*** DATA EXTRACT Section Begins ***

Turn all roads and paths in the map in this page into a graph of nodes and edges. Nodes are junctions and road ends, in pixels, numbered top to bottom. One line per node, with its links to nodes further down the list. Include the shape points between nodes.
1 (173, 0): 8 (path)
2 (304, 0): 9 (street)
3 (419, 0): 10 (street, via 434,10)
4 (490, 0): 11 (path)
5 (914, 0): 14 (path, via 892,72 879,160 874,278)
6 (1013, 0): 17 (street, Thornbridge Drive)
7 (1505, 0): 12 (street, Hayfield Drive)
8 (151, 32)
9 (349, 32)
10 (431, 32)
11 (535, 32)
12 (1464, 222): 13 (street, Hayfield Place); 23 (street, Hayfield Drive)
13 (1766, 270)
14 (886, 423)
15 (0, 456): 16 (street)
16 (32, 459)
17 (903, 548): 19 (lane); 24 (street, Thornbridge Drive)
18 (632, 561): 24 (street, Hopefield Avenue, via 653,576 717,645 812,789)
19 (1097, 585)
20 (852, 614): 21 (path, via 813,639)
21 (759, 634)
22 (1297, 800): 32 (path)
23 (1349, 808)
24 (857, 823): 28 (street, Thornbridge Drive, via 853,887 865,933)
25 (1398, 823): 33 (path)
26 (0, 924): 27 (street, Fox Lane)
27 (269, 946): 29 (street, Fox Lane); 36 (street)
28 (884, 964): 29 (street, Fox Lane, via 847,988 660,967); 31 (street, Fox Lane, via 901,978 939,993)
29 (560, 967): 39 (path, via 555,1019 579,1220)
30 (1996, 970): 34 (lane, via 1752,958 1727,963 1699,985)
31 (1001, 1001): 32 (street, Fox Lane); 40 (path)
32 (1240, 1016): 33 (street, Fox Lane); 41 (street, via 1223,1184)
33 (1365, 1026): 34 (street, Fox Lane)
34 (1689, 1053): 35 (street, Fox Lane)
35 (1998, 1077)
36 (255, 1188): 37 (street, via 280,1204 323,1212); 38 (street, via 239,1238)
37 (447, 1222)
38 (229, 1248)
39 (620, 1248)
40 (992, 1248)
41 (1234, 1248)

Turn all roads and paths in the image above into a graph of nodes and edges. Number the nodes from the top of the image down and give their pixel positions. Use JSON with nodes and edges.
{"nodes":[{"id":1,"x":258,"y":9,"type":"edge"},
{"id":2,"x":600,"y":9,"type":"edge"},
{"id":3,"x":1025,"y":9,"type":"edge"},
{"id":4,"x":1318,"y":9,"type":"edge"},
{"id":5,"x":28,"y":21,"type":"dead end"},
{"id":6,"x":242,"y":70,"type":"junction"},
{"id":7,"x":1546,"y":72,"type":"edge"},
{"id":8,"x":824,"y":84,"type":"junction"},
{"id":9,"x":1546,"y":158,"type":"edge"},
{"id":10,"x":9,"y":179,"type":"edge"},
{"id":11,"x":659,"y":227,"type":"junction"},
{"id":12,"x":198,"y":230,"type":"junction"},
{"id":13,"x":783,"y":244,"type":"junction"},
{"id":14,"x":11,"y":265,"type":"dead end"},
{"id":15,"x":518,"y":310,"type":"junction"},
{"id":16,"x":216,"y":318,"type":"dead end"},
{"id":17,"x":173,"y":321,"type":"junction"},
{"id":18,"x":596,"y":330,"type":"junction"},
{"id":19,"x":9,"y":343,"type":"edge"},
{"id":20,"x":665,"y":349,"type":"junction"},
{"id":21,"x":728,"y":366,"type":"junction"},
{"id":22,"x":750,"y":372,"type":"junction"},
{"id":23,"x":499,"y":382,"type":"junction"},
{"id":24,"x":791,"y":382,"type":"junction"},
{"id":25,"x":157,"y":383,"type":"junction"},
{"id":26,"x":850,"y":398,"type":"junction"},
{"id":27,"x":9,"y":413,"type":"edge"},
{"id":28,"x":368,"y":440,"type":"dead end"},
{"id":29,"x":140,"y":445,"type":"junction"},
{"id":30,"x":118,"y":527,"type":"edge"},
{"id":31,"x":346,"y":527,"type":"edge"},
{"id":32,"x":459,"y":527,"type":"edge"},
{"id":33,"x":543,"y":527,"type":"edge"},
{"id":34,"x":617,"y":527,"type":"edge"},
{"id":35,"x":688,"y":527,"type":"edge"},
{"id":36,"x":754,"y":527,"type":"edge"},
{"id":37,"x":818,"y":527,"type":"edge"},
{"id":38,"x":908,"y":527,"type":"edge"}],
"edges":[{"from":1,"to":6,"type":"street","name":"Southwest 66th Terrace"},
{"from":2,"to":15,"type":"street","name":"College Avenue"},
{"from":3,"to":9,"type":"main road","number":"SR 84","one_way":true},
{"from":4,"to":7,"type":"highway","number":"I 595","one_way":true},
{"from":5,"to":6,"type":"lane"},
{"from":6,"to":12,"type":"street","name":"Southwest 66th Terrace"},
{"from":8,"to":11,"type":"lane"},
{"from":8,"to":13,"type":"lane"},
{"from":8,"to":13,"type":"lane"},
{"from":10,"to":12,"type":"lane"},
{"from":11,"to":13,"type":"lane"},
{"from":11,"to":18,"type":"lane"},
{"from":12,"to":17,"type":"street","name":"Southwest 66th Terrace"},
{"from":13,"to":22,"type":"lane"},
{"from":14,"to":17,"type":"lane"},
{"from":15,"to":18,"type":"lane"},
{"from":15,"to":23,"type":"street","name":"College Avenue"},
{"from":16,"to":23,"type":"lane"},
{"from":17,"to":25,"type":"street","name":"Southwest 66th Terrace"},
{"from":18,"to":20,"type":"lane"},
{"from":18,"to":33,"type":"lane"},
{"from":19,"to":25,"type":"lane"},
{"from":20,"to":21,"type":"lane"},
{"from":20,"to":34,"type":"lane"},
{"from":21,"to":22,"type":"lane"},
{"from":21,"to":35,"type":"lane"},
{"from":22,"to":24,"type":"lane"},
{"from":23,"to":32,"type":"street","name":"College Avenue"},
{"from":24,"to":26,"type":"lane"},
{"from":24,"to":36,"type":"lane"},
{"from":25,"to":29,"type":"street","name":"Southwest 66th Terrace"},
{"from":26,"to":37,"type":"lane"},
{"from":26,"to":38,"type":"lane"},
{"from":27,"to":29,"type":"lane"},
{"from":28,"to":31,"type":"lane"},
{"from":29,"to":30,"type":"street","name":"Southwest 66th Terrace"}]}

*** DATA EXTRACT Section Ends ***

• WORK REQUIRED: Without omitting anything, output the entries exactly.

• ANSWER AREA:
Turn all roads and paths in the map in this page into a graph of nodes and edges. Nodes are junctions and road ends, in pixels, numbered top to bottom. One line per node, with its links to nodes further down the list. Include the shape points between nodes.
1 (173, 0): 8 (path)
2 (304, 0): 9 (street)
3 (419, 0): 10 (street, via 434,10)
4 (490, 0): 11 (path)
5 (914, 0): 14 (path, via 892,72 879,160 874,278)
6 (1013, 0): 17 (street, Thornbridge Drive)
7 (1505, 0): 12 (street, Hayfield Drive)
8 (151, 32)
9 (349, 32)
10 (431, 32)
11 (535, 32)
12 (1464, 222): 13 (street, Hayfield Place); 23 (street, Hayfield Drive)
13 (1766, 270)
14 (886, 423)
15 (0, 456): 16 (street)
16 (32, 459)
17 (903, 548): 19 (lane); 24 (street, Thornbridge Drive)
18 (632, 561): 24 (street, Hopefield Avenue, via 653,576 717,645 812,789)
19 (1097, 585)
20 (852, 614): 21 (path, via 813,639)
21 (759, 634)
22 (1297, 800): 32 (path)
23 (1349, 808)
24 (857, 823): 28 (street, Thornbridge Drive, via 853,887 865,933)
25 (1398, 823): 33 (path)
26 (0, 924): 27 (street, Fox Lane)
27 (269, 946): 29 (street, Fox Lane); 36 (street)
28 (884, 964): 29 (street, Fox Lane, via 847,988 660,967); 31 (street, Fox Lane, via 901,978 939,993)
29 (560, 967): 39 (path, via 555,1019 579,1220)
30 (1996, 970): 34 (lane, via 1752,958 1727,963 1699,985)
31 (1001, 1001): 32 (street, Fox Lane); 40 (path)
32 (1240, 1016): 33 (street, Fox Lane); 41 (street, via 1223,1184)
33 (1365, 1026): 34 (street, Fox Lane)
34 (1689, 1053): 35 (street, Fox Lane)
35 (1998, 1077)
36 (255, 1188): 37 (street, via 280,1204 323,1212); 38 (street, via 239,1238)
37 (447, 1222)
38 (229, 1248)
39 (620, 1248)
40 (992, 1248)
41 (1234, 1248)

Turn all roads and paths in the image above into a graph of nodes and edges. Number the nodes from the top of the image down and give their pixel positions. Use JSON with nodes and edges.
{"nodes":[{"id":1,"x":258,"y":9,"type":"edge"},
{"id":2,"x":600,"y":9,"type":"edge"},
{"id":3,"x":1025,"y":9,"type":"edge"},
{"id":4,"x":1318,"y":9,"type":"edge"},
{"id":5,"x":28,"y":21,"type":"dead end"},
{"id":6,"x":242,"y":70,"type":"junction"},
{"id":7,"x":1546,"y":72,"type":"edge"},
{"id":8,"x":824,"y":84,"type":"junction"},
{"id":9,"x":1546,"y":158,"type":"edge"},
{"id":10,"x":9,"y":179,"type":"edge"},
{"id":11,"x":659,"y":227,"type":"junction"},
{"id":12,"x":198,"y":230,"type":"junction"},
{"id":13,"x":783,"y":244,"type":"junction"},
{"id":14,"x":11,"y":265,"type":"dead end"},
{"id":15,"x":518,"y":310,"type":"junction"},
{"id":16,"x":216,"y":318,"type":"dead end"},
{"id":17,"x":173,"y":321,"type":"junction"},
{"id":18,"x":596,"y":330,"type":"junction"},
{"id":19,"x":9,"y":343,"type":"edge"},
{"id":20,"x":665,"y":349,"type":"junction"},
{"id":21,"x":728,"y":366,"type":"junction"},
{"id":22,"x":750,"y":372,"type":"junction"},
{"id":23,"x":499,"y":382,"type":"junction"},
{"id":24,"x":791,"y":382,"type":"junction"},
{"id":25,"x":157,"y":383,"type":"junction"},
{"id":26,"x":850,"y":398,"type":"junction"},
{"id":27,"x":9,"y":413,"type":"edge"},
{"id":28,"x":368,"y":440,"type":"dead end"},
{"id":29,"x":140,"y":445,"type":"junction"},
{"id":30,"x":118,"y":527,"type":"edge"},
{"id":31,"x":346,"y":527,"type":"edge"},
{"id":32,"x":459,"y":527,"type":"edge"},
{"id":33,"x":543,"y":527,"type":"edge"},
{"id":34,"x":617,"y":527,"type":"edge"},
{"id":35,"x":688,"y":527,"type":"edge"},
{"id":36,"x":754,"y":527,"type":"edge"},
{"id":37,"x":818,"y":527,"type":"edge"},
{"id":38,"x":908,"y":527,"type":"edge"}],
"edges":[{"from":1,"to":6,"type":"street","name":"Southwest 66th Terrace"},
{"from":2,"to":15,"type":"street","name":"College Avenue"},
{"from":3,"to":9,"type":"main road","number":"SR 84","one_way":true},
{"from":4,"to":7,"type":"highway","number":"I 595","one_way":true},
{"from":5,"to":6,"type":"lane"},
{"from":6,"to":12,"type":"street","name":"Southwest 66th Terrace"},
{"from":8,"to":11,"type":"lane"},
{"from":8,"to":13,"type":"lane"},
{"from":8,"to":13,"type":"lane"},
{"from":10,"to":12,"type":"lane"},
{"from":11,"to":13,"type":"lane"},
{"from":11,"to":18,"type":"lane"},
{"from":12,"to":17,"type":"street","name":"Southwest 66th Terrace"},
{"from":13,"to":22,"type":"lane"},
{"from":14,"to":17,"type":"lane"},
{"from":15,"to":18,"type":"lane"},
{"from":15,"to":23,"type":"street","name":"College Avenue"},
{"from":16,"to":23,"type":"lane"},
{"from":17,"to":25,"type":"street","name":"Southwest 66th Terrace"},
{"from":18,"to":20,"type":"lane"},
{"from":18,"to":33,"type":"lane"},
{"from":19,"to":25,"type":"lane"},
{"from":20,"to":21,"type":"lane"},
{"from":20,"to":34,"type":"lane"},
{"from":21,"to":22,"type":"lane"},
{"from":21,"to":35,"type":"lane"},
{"from":22,"to":24,"type":"lane"},
{"from":23,"to":32,"type":"street","name":"College Avenue"},
{"from":24,"to":26,"type":"lane"},
{"from":24,"to":36,"type":"lane"},
{"from":25,"to":29,"type":"street","name":"Southwest 66th Terrace"},
{"from":26,"to":37,"type":"lane"},
{"from":26,"to":38,"type":"lane"},
{"from":27,"to":29,"type":"lane"},
{"from":28,"to":31,"type":"lane"},
{"from":29,"to":30,"type":"street","name":"Southwest 66th Terrace"}]}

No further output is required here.